Instructions for the task - Nothing in the records below may change; print them all exactly.

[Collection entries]
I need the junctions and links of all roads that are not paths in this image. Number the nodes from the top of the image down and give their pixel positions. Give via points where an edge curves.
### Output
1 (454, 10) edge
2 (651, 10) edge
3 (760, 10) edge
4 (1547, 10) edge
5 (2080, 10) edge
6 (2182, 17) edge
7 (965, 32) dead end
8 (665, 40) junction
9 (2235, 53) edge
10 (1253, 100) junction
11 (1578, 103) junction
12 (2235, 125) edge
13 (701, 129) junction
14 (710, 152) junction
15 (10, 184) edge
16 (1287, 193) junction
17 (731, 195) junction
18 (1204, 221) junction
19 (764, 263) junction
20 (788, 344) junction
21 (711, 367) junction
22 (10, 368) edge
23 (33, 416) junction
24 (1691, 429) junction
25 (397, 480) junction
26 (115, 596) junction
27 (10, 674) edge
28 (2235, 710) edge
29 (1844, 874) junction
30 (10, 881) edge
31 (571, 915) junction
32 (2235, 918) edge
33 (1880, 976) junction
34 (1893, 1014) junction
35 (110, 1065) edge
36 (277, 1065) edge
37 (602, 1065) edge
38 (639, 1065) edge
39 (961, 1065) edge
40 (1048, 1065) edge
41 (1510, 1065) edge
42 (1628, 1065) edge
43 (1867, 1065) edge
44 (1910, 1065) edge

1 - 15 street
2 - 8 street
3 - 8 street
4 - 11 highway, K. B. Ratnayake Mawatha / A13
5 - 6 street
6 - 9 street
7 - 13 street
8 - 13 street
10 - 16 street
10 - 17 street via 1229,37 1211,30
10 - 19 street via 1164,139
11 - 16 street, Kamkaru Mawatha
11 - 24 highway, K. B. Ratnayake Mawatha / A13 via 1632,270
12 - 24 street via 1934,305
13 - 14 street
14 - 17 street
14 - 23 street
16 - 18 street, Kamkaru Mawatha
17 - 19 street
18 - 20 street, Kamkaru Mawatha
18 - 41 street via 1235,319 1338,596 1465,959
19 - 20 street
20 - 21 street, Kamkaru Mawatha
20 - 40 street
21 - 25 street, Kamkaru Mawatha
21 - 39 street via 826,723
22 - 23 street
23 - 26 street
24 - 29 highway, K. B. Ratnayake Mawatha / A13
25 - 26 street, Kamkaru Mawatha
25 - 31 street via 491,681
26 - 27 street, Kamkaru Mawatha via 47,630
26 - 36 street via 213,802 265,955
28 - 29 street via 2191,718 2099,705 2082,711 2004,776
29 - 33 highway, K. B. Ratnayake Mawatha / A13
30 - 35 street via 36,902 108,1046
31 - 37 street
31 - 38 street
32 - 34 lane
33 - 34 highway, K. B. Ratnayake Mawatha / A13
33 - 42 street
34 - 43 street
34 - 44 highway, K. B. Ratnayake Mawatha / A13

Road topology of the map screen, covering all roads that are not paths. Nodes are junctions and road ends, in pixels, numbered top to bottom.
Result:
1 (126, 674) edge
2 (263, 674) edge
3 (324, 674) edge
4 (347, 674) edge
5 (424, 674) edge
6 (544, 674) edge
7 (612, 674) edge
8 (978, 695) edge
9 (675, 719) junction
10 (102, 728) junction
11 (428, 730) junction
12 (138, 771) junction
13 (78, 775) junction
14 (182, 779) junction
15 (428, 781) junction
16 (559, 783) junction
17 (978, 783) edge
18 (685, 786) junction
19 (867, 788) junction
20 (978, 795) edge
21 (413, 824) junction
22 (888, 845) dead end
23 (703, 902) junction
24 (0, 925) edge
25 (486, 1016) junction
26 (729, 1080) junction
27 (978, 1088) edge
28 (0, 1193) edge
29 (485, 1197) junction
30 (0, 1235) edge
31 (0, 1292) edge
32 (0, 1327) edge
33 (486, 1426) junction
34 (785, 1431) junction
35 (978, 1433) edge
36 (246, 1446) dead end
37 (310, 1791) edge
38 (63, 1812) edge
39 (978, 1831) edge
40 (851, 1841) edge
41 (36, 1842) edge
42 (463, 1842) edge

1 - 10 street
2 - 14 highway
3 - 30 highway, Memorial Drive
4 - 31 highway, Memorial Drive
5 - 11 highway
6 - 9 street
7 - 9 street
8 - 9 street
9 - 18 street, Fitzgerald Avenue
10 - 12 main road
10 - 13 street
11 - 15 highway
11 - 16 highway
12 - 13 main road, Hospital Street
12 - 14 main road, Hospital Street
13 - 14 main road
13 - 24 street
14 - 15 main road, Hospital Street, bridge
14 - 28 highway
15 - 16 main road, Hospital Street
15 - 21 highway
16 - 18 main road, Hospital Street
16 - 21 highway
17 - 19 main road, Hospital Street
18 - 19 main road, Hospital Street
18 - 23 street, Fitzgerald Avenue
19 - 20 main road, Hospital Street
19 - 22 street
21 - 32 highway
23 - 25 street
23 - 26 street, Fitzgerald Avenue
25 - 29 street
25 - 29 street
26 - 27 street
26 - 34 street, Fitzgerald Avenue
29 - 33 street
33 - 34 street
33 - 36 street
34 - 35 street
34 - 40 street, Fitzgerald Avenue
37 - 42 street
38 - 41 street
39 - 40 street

Answer for this exercise -
I need the junctions and links of all roads that are not paths in this image. Number the nodes from the top of the image down and give their pixel positions. Give via points where an edge curves.
### Output
1 (454, 10) edge
2 (651, 10) edge
3 (760, 10) edge
4 (1547, 10) edge
5 (2080, 10) edge
6 (2182, 17) edge
7 (965, 32) dead end
8 (665, 40) junction
9 (2235, 53) edge
10 (1253, 100) junction
11 (1578, 103) junction
12 (2235, 125) edge
13 (701, 129) junction
14 (710, 152) junction
15 (10, 184) edge
16 (1287, 193) junction
17 (731, 195) junction
18 (1204, 221) junction
19 (764, 263) junction
20 (788, 344) junction
21 (711, 367) junction
22 (10, 368) edge
23 (33, 416) junction
24 (1691, 429) junction
25 (397, 480) junction
26 (115, 596) junction
27 (10, 674) edge
28 (2235, 710) edge
29 (1844, 874) junction
30 (10, 881) edge
31 (571, 915) junction
32 (2235, 918) edge
33 (1880, 976) junction
34 (1893, 1014) junction
35 (110, 1065) edge
36 (277, 1065) edge
37 (602, 1065) edge
38 (639, 1065) edge
39 (961, 1065) edge
40 (1048, 1065) edge
41 (1510, 1065) edge
42 (1628, 1065) edge
43 (1867, 1065) edge
44 (1910, 1065) edge

1 - 15 street
2 - 8 street
3 - 8 street
4 - 11 highway, K. B. Ratnayake Mawatha / A13
5 - 6 street
6 - 9 street
7 - 13 street
8 - 13 street
10 - 16 street
10 - 17 street via 1229,37 1211,30
10 - 19 street via 1164,139
11 - 16 street, Kamkaru Mawatha
11 - 24 highway, K. B. Ratnayake Mawatha / A13 via 1632,270
12 - 24 street via 1934,305
13 - 14 street
14 - 17 street
14 - 23 street
16 - 18 street, Kamkaru Mawatha
17 - 19 street
18 - 20 street, Kamkaru Mawatha
18 - 41 street via 1235,319 1338,596 1465,959
19 - 20 street
20 - 21 street, Kamkaru Mawatha
20 - 40 street
21 - 25 street, Kamkaru Mawatha
21 - 39 street via 826,723
22 - 23 street
23 - 26 street
24 - 29 highway, K. B. Ratnayake Mawatha / A13
25 - 26 street, Kamkaru Mawatha
25 - 31 street via 491,681
26 - 27 street, Kamkaru Mawatha via 47,630
26 - 36 street via 213,802 265,955
28 - 29 street via 2191,718 2099,705 2082,711 2004,776
29 - 33 highway, K. B. Ratnayake Mawatha / A13
30 - 35 street via 36,902 108,1046
31 - 37 street
31 - 38 street
32 - 34 lane
33 - 34 highway, K. B. Ratnayake Mawatha / A13
33 - 42 street
34 - 43 street
34 - 44 highway, K. B. Ratnayake Mawatha / A13

Road topology of the map screen, covering all roads that are not paths. Nodes are junctions and road ends, in pixels, numbered top to bottom.
Result:
1 (126, 674) edge
2 (263, 674) edge
3 (324, 674) edge
4 (347, 674) edge
5 (424, 674) edge
6 (544, 674) edge
7 (612, 674) edge
8 (978, 695) edge
9 (675, 719) junction
10 (102, 728) junction
11 (428, 730) junction
12 (138, 771) junction
13 (78, 775) junction
14 (182, 779) junction
15 (428, 781) junction
16 (559, 783) junction
17 (978, 783) edge
18 (685, 786) junction
19 (867, 788) junction
20 (978, 795) edge
21 (413, 824) junction
22 (888, 845) dead end
23 (703, 902) junction
24 (0, 925) edge
25 (486, 1016) junction
26 (729, 1080) junction
27 (978, 1088) edge
28 (0, 1193) edge
29 (485, 1197) junction
30 (0, 1235) edge
31 (0, 1292) edge
32 (0, 1327) edge
33 (486, 1426) junction
34 (785, 1431) junction
35 (978, 1433) edge
36 (246, 1446) dead end
37 (310, 1791) edge
38 (63, 1812) edge
39 (978, 1831) edge
40 (851, 1841) edge
41 (36, 1842) edge
42 (463, 1842) edge

1 - 10 street
2 - 14 highway
3 - 30 highway, Memorial Drive
4 - 31 highway, Memorial Drive
5 - 11 highway
6 - 9 street
7 - 9 street
8 - 9 street
9 - 18 street, Fitzgerald Avenue
10 - 12 main road
10 - 13 street
11 - 15 highway
11 - 16 highway
12 - 13 main road, Hospital Street
12 - 14 main road, Hospital Street
13 - 14 main road
13 - 24 street
14 - 15 main road, Hospital Street, bridge
14 - 28 highway
15 - 16 main road, Hospital Street
15 - 21 highway
16 - 18 main road, Hospital Street
16 - 21 highway
17 - 19 main road, Hospital Street
18 - 19 main road, Hospital Street
18 - 23 street, Fitzgerald Avenue
19 - 20 main road, Hospital Street
19 - 22 street
21 - 32 highway
23 - 25 street
23 - 26 street, Fitzgerald Avenue
25 - 29 street
25 - 29 street
26 - 27 street
26 - 34 street, Fitzgerald Avenue
29 - 33 street
33 - 34 street
33 - 36 street
34 - 35 street
34 - 40 street, Fitzgerald Avenue
37 - 42 street
38 - 41 street
39 - 40 street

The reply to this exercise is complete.